Patients with chronic kidney disease who stop using a class of common blood pressure medications may lower their risk for dialysis, but they also raise their odds of cardiovascular disease, a new study finds.
The blood pressure medicines in question are called renin-angiotensin system inhibitors (RAS inhibitors), which include both ACE inhibitors and angiotensin II receptor blockers (ARBs).
Not sure if you take one of these drugs? ACE inhibitors typically have “pril” as the last syllable in their name (for example, benazepril, captopril, or enalapril) while ARBs typically end in “sartan” (candesartan, losartan, and valsartan, among others).
All of these medicines are commonly used to treat high blood pressure, cardiovascular disease, heart failure, and chronic kidney disease, but how safe they are for patients with chronic kidney disease is a matter of debate.
“The use of RAS inhibitors in patients with advanced chronic kidney disease is controversial, and many doctors deprescribe them,” study principal investigator Juan Jesus Carrero, professor at the department of medical epidemiology and biostatistics at Karolinska Institute in Sweden, said in an institute news release.

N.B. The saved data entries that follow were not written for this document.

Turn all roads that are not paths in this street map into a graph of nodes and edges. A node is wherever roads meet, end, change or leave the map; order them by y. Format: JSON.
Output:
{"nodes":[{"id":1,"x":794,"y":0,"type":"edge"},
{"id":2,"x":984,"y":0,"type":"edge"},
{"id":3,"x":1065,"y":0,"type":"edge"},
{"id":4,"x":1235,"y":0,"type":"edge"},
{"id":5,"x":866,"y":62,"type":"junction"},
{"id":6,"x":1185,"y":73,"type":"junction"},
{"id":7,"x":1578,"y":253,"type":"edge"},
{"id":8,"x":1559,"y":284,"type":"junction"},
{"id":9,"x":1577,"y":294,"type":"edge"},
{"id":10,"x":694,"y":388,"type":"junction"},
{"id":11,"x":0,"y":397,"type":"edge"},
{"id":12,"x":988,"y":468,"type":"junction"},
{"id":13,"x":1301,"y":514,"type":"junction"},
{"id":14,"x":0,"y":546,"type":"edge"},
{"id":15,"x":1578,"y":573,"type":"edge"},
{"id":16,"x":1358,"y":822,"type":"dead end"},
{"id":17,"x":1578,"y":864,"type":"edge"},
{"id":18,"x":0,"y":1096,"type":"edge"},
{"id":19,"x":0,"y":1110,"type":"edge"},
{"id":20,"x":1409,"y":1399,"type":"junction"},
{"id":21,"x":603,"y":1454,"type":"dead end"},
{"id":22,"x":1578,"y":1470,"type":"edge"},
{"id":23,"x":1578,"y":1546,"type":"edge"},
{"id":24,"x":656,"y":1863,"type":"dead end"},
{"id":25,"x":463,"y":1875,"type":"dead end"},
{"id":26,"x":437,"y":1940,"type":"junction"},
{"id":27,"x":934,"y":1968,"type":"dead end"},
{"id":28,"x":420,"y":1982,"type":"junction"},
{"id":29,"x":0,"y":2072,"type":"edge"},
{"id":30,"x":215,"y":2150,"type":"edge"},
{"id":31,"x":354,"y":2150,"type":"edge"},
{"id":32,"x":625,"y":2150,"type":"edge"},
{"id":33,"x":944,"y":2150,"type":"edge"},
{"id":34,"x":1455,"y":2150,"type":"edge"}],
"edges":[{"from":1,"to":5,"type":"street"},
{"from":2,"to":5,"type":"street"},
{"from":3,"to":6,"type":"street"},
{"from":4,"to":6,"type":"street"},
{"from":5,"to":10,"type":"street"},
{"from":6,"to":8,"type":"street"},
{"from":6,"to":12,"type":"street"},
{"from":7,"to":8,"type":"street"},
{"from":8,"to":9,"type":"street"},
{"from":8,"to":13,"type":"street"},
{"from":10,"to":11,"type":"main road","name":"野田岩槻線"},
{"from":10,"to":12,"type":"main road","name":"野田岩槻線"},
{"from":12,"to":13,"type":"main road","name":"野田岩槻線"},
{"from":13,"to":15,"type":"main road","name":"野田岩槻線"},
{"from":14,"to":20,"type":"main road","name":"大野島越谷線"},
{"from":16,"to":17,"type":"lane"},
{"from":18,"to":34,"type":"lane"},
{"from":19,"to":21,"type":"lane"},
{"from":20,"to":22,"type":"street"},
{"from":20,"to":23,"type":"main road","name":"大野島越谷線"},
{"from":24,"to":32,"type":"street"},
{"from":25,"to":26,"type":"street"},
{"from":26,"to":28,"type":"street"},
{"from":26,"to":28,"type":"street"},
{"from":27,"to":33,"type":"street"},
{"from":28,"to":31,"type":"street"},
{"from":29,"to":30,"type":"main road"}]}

“Rather than routinely discontinuing treatment, our results show that the issue is a complex one and that doctors must carefully weigh the protective effects of RAS inhibitors on the cardiovascular system against the potential harms on the kidneys,” Carrero said.
According to study first author Dr. Edouard Fu, “Small-scale studies have suggested that stopping RAS inhibitors in these patients may improve kidney function and delay the need for kidney replacement therapy. However, stopping these medications may also increase the risk of heart attacks, stroke and death.” Fu is with the department of clinical epidemiology at Leiden University Medical Center in the Netherlands.
In their research, Fu and Carrero’s team collected data on more than 10,000 patients with advanced kidney disease who were taking RAS inhibitors and were enrolled in the Swedish Renal Registry.
The researchers found that discontinuing the medications was tied with an 8% lower risk of needing a kidney transplant — a good thing, of course. But weaning patients off the drugs was also linked with a 13% higher risk of death at five years, and a 12% higher risk of suffering a heart attack or stroke.
So what’s a patient to do now, based on these findings? According to Carrero, more rigorous study may still be needed, and kidney patients should be monitored to make sure the drugs are of real benefit.
“Until clinical trials are performed, this evidence supports continued use of this lifesaving therapy in patients with advanced chronic kidney disease who are doing well on the medications,” Carrero said.
Kidney specialist Dr. Maria DeVita is chief of nephrology at Lenox Hill Hospital in New York City. Reading over the findings she noted that, since the early 1990s, RAS inhibitors have been “the mainstay of treatment to delay progression of chronic kidney disease in patients with proteinuria” (high levels of protein in urine, a sign of kidney disease).
The drugs have undeniable benefits for patients but risks, too, she believes. “The question that has lingered is, where do these benefits end and the disadvantages rise?”
While the new study provides important information, DeVita agreed that the jury may still be out on how long patients with chronic kidney disease should take RAS inhibitors.
“This is a very important observation, but no clear conclusions can be obtained until we have randomized controlled trials to guide us,” she said. “I feel that clinicians must consider the entire patient history whenever initiating, maintaining or discontinuing RAS inhibitors. We have to prioritize our goals of care not just once, but along the continuum of care as events tip the balance one way or the other.”
The report was published online recently in the Journal of the American Society of Nephrology.